- [Exercise details]: Determine how many lines in the records hold "中央山越線", and give that number with nothing added.

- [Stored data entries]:

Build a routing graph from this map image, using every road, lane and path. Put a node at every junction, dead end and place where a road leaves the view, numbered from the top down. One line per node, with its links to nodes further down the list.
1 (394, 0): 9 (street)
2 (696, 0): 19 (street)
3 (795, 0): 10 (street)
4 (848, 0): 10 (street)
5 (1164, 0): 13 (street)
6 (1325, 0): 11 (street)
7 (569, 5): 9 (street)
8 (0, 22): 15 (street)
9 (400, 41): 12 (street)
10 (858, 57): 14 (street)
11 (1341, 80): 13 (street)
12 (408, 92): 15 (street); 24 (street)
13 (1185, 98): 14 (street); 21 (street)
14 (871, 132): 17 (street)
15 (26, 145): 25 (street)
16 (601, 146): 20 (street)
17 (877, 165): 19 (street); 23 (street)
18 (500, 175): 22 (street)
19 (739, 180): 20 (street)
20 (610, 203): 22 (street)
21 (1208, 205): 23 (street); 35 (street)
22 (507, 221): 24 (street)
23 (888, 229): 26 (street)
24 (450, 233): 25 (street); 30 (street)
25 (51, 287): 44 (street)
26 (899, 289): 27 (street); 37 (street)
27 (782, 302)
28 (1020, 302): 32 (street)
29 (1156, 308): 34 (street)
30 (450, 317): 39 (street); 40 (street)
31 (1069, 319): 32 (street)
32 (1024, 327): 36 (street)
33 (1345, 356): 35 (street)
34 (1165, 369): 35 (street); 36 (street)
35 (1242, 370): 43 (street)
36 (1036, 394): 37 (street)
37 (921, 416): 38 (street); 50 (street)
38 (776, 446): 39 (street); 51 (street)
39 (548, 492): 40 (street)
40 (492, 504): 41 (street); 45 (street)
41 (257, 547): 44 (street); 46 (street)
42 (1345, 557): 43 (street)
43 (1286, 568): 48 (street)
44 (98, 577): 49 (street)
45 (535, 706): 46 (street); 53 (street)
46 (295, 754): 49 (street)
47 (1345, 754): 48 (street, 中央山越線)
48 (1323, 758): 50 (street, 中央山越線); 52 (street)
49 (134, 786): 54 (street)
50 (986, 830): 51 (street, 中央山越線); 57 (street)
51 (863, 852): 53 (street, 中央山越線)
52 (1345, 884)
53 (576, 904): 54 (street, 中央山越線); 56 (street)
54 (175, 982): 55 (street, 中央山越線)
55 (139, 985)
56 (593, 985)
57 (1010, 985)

- [Answer]: 6